Nearly every day around 5 p.m., Bill Poling leaves his office at the Bank of Bethesda and walks across Old Georgetown Road to a dark, familiar haven with no loud music and no hanging ferns: McDonald's Raw Bar.
At the Raw Bar, said Poling, "I am never in the midst of strangers. It's not like downtown, where you walk into a bar and don't know anyone -- you're just there for a beer. Here, I've known everybody for years."
Thirty-eight years, to be exact.
Poling, now a vice president at the bank, has been a Raw Bar regular since 1948, just a year after the Bethesda landmark was opened at 7546 Old Georgetown Road by Evelyn McDonald Hite and her father, Joseph (Pop) McDonald.
But Poling's routine, shared over the years by countless Bethesda residents, will soon come to a halt.
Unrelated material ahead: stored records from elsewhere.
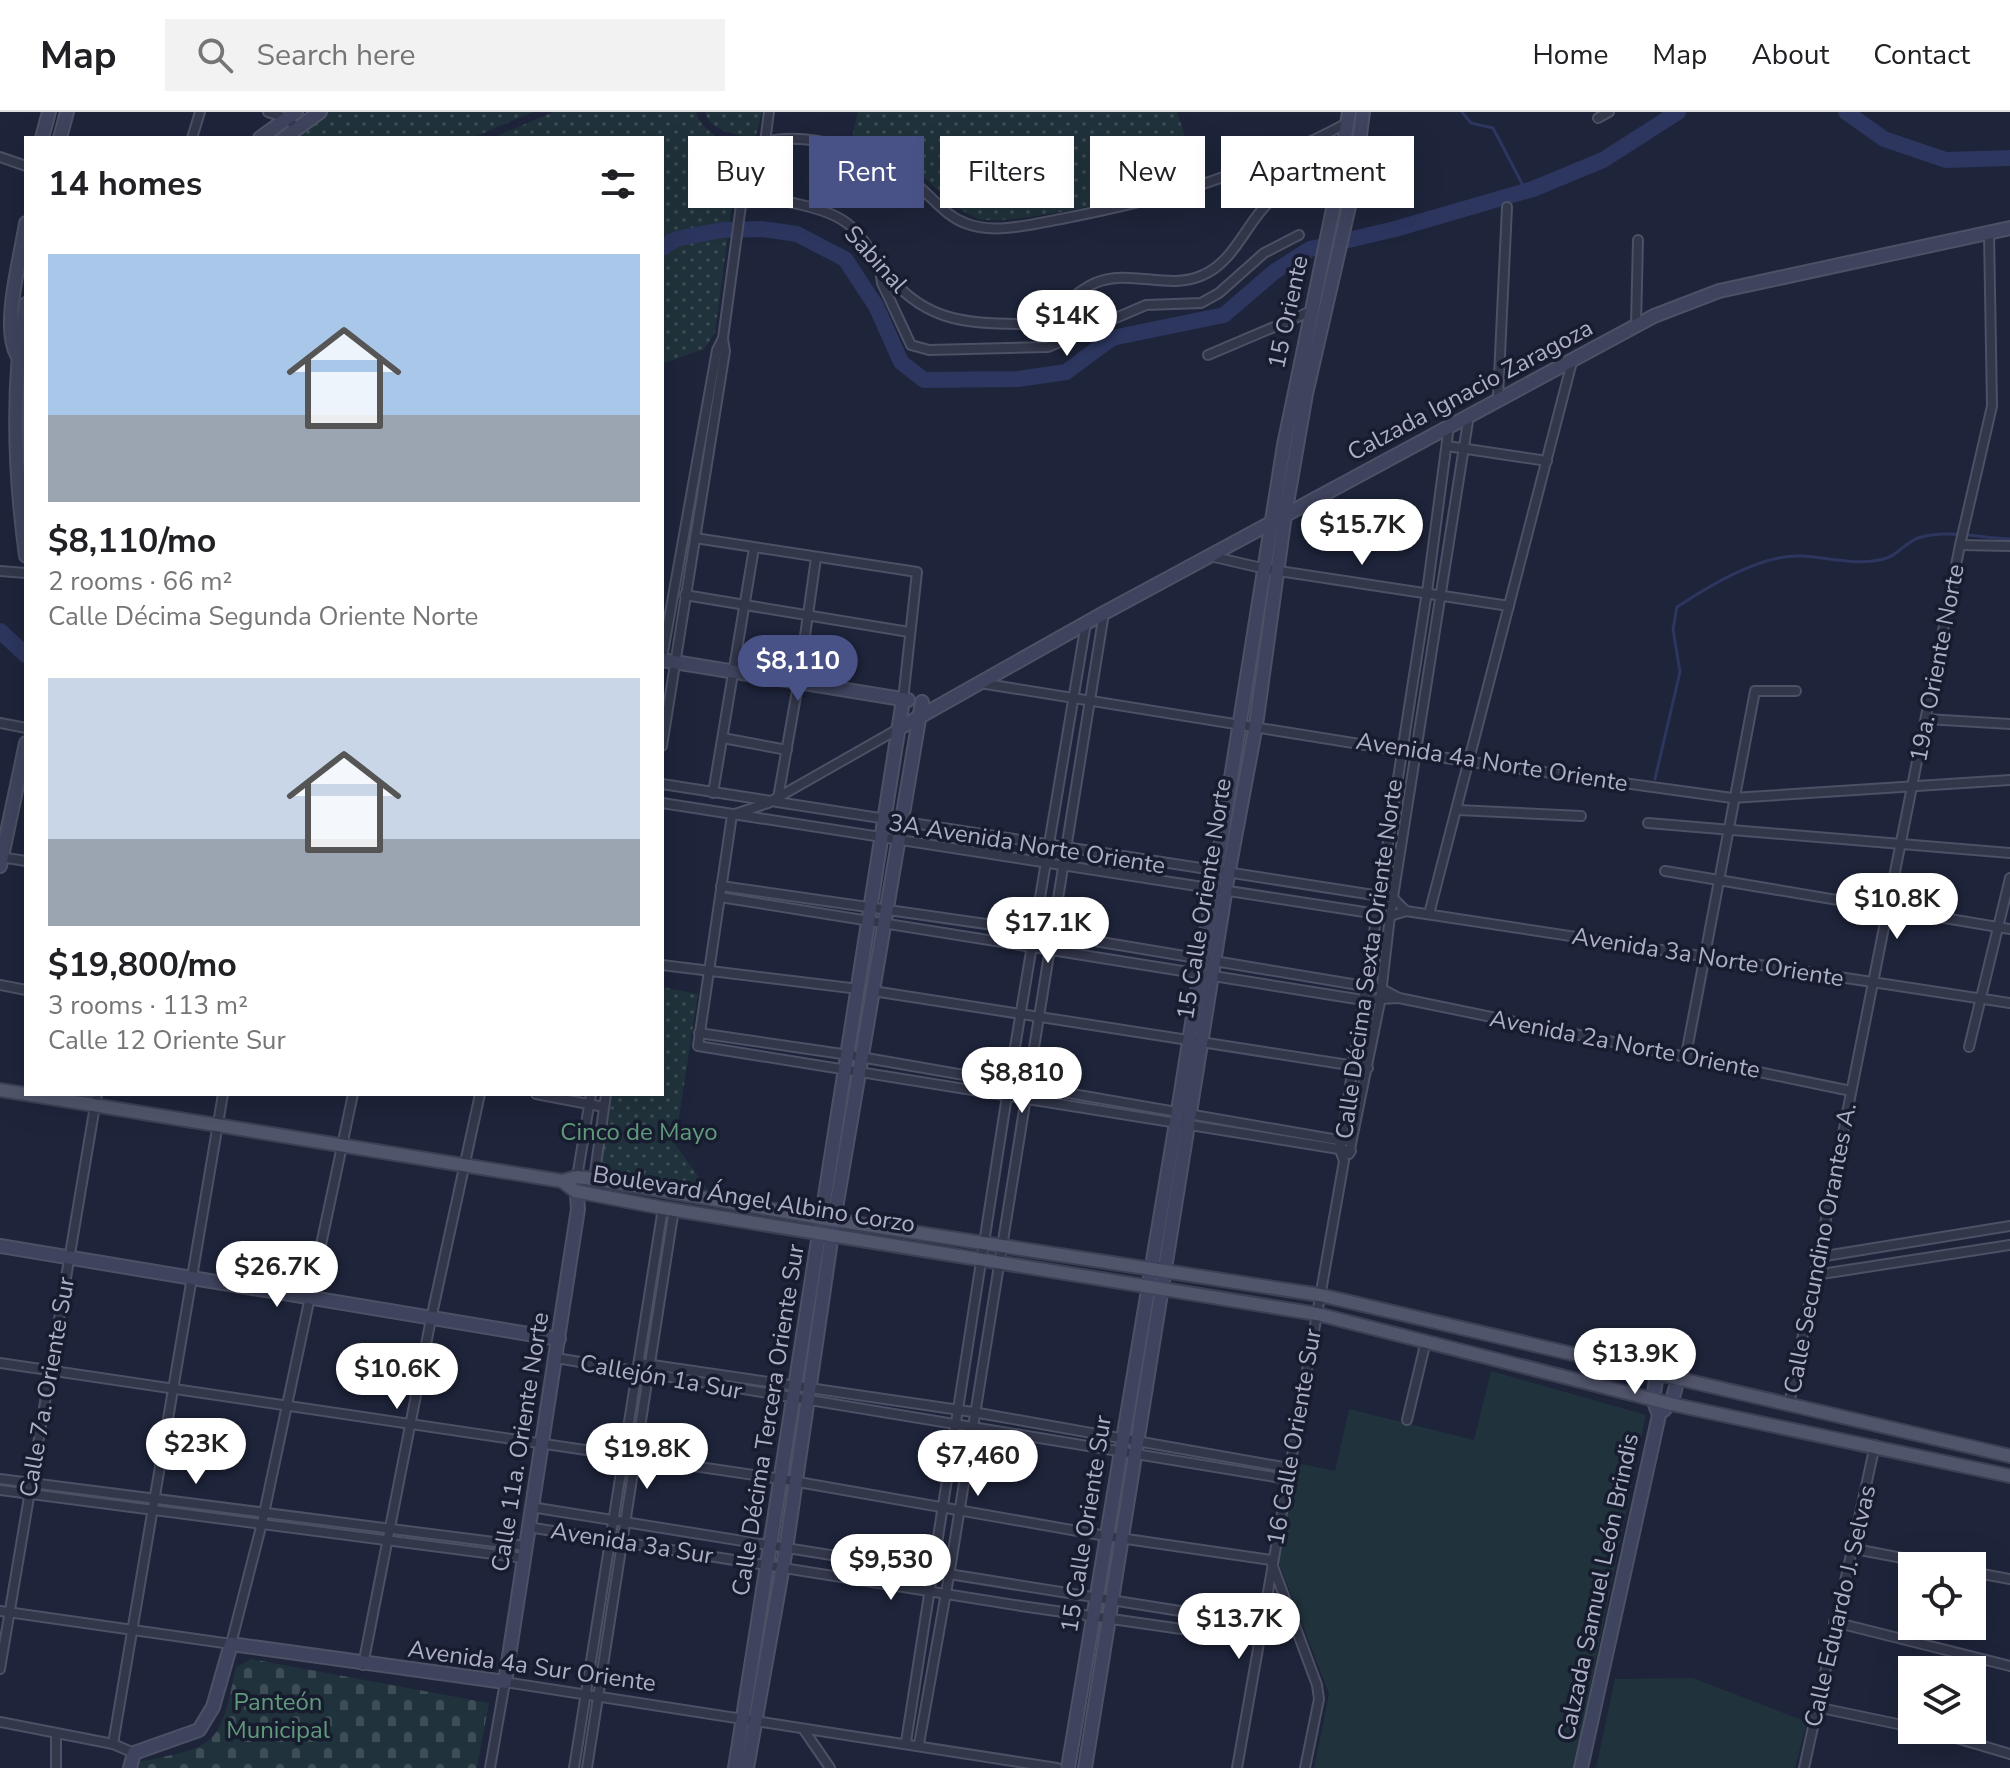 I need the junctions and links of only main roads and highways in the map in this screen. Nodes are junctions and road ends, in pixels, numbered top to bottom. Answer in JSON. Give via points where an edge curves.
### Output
{"nodes":[{"id":1,"x":0,"y":1090,"type":"edge"},
{"id":2,"x":24,"y":1092,"type":"edge"},
{"id":3,"x":58,"y":1096,"type":"edge"},
{"id":4,"x":96,"y":1100,"type":"edge"},
{"id":5,"x":562,"y":1181,"type":"junction"},
{"id":6,"x":826,"y":1226,"type":"junction"},
{"id":7,"x":2010,"y":1456,"type":"edge"},
{"id":8,"x":2010,"y":1476,"type":"edge"}],
"edges":[{"from":1,"to":2,"type":"main road"},
{"from":3,"to":4,"type":"main road"},
{"from":4,"to":5,"type":"main road","via":[[216,1125]]},
{"from":5,"to":6,"type":"main road","name":"Boulevard Ángel Albino Corzo","via":[[594,1179]]},
{"from":5,"to":6,"type":"main road","name":"Boulevard Ángel Albino Corzo","via":[[575,1191],[669,1208]]},
{"from":6,"to":7,"type":"main road","name":"Boulevard Ángel Albino Corzo","via":[[986,1244],[1320,1295]]},
{"from":6,"to":8,"type":"main road","name":"Boulevard Ángel Albino Corzo","via":[[998,1263],[1317,1314],[1671,1404]]}]}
The Raw Bar is closing June 30, to be replaced by a 1,200-car parking garage planned by Montgomery County and a private high-rise retail development.
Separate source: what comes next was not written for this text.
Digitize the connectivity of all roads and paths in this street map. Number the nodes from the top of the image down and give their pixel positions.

"I don't know what I am going to do after the Raw Bar closes," Poling said. "It is the last neighborhood bar in Bethesda."
"I'm going to go into mourning," said Jim Berney, a barrel-chested man who said he has been going to the Raw Bar "since before I was supposed to."
The county has guaranteed the three remaining businesses on the block the right of first refusal when the development opens, but Tim Hite, Evelyn Hite's son and the current manager of the bar, said he is not sure if he will reopen in the new complex.
"The rent will be so high," he said. "The Raw Bar has been a neighborhood bar for so long, it would be hard to change. We don't want it to be real expensive with a fancy decor."
He said he will open a Raw Bar II in Frederick this summer.
The Hites' restaurant, on a tiny block of one-story family businesses next to the Bethesda Metrorail station and the gleaming towers of the Hyatt Regency Hotel and the Clark Building, is a throwback to the old Bethesda.
"When we came in, Bethesda was a neighborhood place," said Evelyn Hite. "It's a city now."
The other store owners on the block who are being displaced agreed. "Soon the whole neighborhood will look like Rosslyn," said Tasos (Gus) Scilaris, who has run the Treat Well Carry-Out next door since 1970.
The demise of the Raw Bar is part of a trend in Bethesda, business owners say, pointing to the departure this year of another family-owned business, the Community Paint and Hardware store on Wisconsin Avenue. "The only difference is, you can't drink paint," said Thomas (Coach) Hite, who owns the Raw Bar with his wife Evelyn.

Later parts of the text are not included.